▶ _What you need to do_
Restate verbatim the span of lines below between the line with "index tip: (255, 105)" and the line with "thumb cmc: (303, 366)", including those two lines, and only that span.
^^^^^^^^
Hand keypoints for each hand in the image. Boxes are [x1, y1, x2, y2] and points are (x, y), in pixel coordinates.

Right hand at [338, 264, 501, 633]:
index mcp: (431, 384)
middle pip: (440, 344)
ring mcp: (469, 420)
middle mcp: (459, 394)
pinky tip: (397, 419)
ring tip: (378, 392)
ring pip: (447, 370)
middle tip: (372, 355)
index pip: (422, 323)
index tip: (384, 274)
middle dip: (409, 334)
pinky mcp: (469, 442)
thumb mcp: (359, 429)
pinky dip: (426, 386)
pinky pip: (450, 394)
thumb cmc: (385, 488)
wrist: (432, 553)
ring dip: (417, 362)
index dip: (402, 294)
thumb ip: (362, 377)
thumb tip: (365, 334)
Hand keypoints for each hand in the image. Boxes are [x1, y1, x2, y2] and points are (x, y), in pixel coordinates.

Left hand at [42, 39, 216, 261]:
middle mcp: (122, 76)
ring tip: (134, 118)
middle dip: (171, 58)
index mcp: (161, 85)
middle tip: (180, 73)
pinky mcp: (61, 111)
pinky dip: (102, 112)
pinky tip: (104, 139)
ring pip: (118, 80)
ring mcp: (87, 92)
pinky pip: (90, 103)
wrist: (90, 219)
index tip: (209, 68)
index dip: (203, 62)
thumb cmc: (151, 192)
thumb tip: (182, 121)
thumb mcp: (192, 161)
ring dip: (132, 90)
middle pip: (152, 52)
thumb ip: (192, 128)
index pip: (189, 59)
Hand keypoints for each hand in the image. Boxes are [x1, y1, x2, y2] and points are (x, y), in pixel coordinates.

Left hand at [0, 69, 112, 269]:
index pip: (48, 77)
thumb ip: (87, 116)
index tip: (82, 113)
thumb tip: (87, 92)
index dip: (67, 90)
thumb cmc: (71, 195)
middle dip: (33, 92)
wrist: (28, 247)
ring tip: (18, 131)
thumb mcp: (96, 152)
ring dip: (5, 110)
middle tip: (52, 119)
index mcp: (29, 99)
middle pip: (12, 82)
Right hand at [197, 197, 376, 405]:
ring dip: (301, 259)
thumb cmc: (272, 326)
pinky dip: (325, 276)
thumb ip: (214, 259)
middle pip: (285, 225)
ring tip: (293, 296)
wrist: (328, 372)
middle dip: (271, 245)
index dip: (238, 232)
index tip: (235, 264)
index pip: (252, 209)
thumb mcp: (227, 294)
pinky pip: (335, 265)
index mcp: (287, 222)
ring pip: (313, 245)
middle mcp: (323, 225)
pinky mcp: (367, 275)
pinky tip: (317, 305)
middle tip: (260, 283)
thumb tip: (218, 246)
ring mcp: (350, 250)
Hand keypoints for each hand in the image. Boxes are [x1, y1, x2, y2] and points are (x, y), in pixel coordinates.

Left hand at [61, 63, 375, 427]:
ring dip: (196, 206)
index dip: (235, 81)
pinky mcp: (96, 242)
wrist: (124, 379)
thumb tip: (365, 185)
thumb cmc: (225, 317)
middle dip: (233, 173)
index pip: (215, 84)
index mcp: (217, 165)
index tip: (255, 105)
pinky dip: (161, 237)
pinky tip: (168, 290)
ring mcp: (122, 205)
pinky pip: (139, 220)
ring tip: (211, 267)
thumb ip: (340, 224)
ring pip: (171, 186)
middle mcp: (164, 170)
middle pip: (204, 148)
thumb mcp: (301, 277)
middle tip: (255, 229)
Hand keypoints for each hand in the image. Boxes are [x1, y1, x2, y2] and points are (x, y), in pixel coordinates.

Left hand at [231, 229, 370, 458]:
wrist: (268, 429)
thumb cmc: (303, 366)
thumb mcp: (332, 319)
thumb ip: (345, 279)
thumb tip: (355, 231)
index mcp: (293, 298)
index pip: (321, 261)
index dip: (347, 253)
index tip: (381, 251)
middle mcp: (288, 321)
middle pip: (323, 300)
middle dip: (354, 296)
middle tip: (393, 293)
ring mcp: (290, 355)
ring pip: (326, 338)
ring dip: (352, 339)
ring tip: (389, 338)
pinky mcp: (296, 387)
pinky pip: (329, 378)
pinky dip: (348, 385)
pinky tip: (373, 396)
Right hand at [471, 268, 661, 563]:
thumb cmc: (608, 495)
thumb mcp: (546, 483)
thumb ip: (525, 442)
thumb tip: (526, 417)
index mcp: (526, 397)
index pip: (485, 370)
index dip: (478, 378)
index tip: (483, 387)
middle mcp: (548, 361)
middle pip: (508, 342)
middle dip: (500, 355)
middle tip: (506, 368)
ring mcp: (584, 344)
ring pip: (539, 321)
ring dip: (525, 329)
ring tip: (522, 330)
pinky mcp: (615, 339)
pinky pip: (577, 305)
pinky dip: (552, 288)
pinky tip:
^^^^^^^^
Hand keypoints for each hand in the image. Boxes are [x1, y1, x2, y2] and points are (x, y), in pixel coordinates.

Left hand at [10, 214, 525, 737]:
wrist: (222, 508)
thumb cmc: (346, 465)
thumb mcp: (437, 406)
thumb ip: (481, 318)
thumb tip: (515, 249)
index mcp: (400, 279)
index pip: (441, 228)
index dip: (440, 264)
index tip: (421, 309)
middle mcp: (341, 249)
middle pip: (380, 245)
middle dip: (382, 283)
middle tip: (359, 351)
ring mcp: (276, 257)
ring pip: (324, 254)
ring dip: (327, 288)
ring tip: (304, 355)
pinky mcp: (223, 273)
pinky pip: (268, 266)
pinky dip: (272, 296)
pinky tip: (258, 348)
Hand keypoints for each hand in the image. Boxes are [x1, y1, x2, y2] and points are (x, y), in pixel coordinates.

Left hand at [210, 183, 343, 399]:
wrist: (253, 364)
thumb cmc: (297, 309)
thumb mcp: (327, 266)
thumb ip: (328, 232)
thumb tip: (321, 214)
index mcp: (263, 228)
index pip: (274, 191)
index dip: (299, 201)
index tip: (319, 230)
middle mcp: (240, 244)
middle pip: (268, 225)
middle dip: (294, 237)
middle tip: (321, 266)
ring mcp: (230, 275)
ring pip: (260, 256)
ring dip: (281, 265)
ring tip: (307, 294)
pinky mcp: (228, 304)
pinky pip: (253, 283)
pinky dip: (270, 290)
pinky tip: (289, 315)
^^^^^^^^
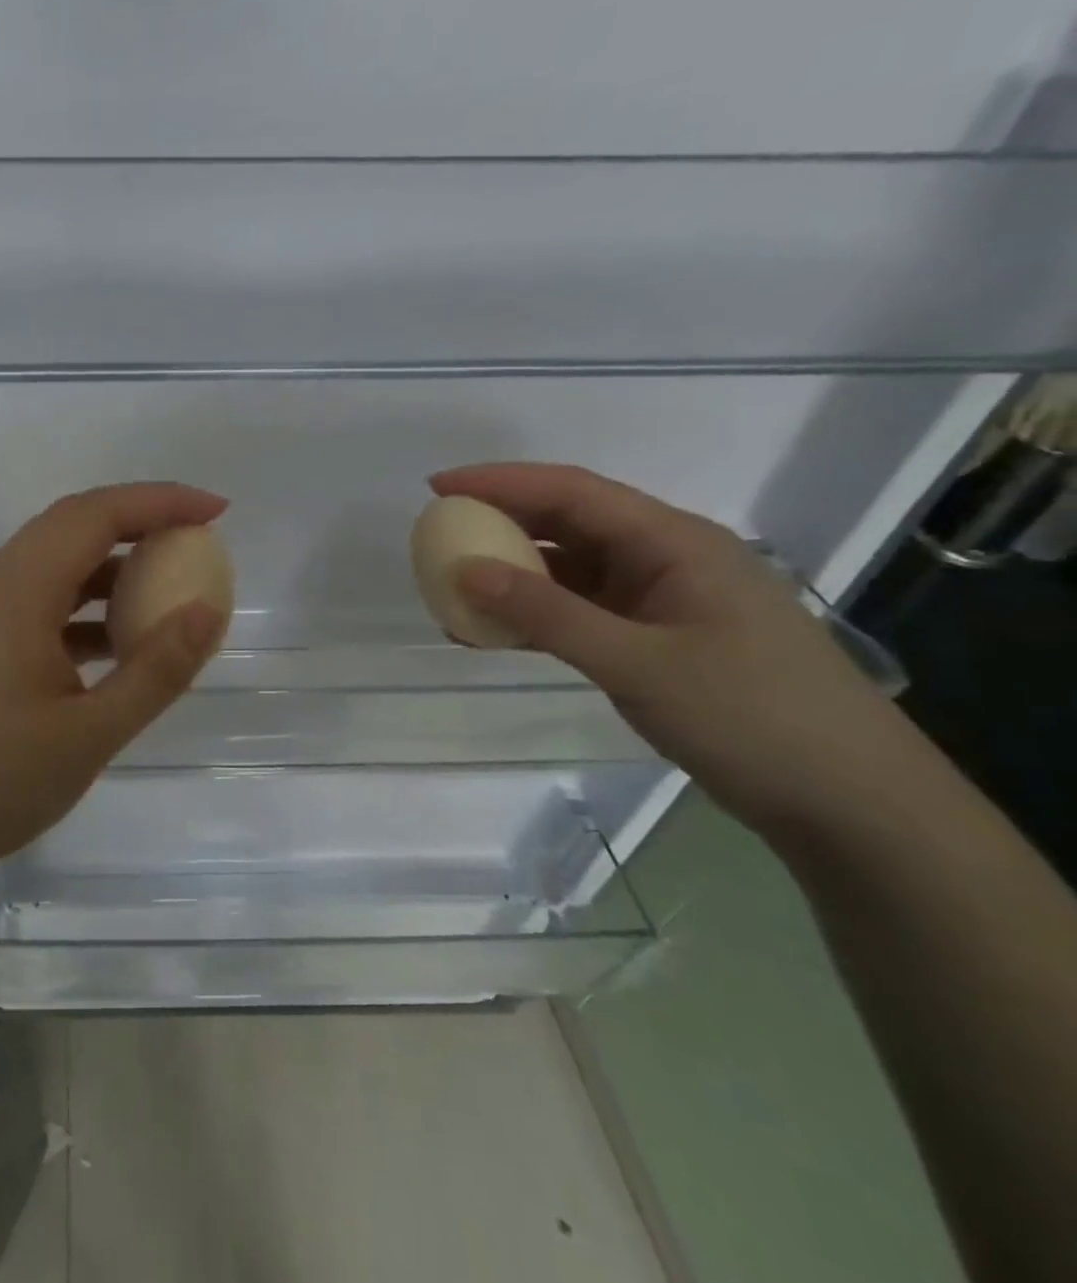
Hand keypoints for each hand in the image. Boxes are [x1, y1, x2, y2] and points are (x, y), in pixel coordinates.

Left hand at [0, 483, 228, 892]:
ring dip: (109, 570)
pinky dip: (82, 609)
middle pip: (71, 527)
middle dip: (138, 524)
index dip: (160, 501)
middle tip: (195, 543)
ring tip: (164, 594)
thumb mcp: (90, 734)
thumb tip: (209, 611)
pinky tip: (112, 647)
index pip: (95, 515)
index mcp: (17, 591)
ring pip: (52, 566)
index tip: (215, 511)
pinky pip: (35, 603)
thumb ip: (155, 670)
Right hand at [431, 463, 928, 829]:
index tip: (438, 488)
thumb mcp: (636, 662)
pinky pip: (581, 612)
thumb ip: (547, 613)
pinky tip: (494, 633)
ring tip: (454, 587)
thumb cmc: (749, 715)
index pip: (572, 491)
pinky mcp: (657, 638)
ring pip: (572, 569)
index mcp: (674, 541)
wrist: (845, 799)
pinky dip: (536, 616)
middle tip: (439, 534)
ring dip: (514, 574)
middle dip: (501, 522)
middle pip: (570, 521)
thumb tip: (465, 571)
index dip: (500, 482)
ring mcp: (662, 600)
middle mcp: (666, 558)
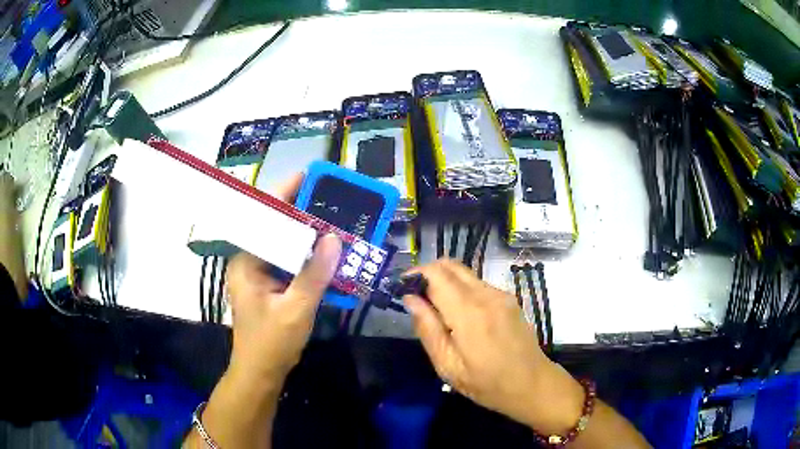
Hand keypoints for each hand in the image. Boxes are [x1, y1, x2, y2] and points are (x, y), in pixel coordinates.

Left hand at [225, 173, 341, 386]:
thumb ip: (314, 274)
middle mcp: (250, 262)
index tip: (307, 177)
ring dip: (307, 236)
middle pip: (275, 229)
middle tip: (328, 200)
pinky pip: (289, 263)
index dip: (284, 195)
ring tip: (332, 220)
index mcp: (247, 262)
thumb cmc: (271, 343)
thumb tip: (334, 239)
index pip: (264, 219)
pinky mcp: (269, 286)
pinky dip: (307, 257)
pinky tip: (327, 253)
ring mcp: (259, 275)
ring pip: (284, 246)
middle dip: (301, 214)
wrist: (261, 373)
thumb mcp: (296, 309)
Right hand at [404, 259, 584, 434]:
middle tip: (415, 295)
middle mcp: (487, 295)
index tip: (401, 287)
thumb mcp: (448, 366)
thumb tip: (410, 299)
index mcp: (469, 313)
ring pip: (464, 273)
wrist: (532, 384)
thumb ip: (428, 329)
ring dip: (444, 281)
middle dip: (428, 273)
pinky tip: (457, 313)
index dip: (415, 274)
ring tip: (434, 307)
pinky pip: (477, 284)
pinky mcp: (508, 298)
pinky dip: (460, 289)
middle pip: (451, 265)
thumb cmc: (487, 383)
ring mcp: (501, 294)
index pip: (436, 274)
^^^^^^^^
▶ _Reply to the exercise_
index tip: (255, 105)
pinky dip: (161, 237)
pinky tip: (168, 290)
ring mcp: (122, 205)
pinky pip: (139, 220)
ring tip: (211, 267)
thumb ip: (340, 224)
ring pip: (171, 186)
middle mcp: (164, 170)
middle pip: (204, 148)
thumb mcp: (301, 277)
middle tip: (255, 229)
Hand keypoints for each hand in the image. Boxes are [x1, y1, x2, y2] and points are (x, y), in pixel coordinates.

Left hand at [231, 229, 370, 458]:
wrist: (268, 429)
thumb cmc: (303, 366)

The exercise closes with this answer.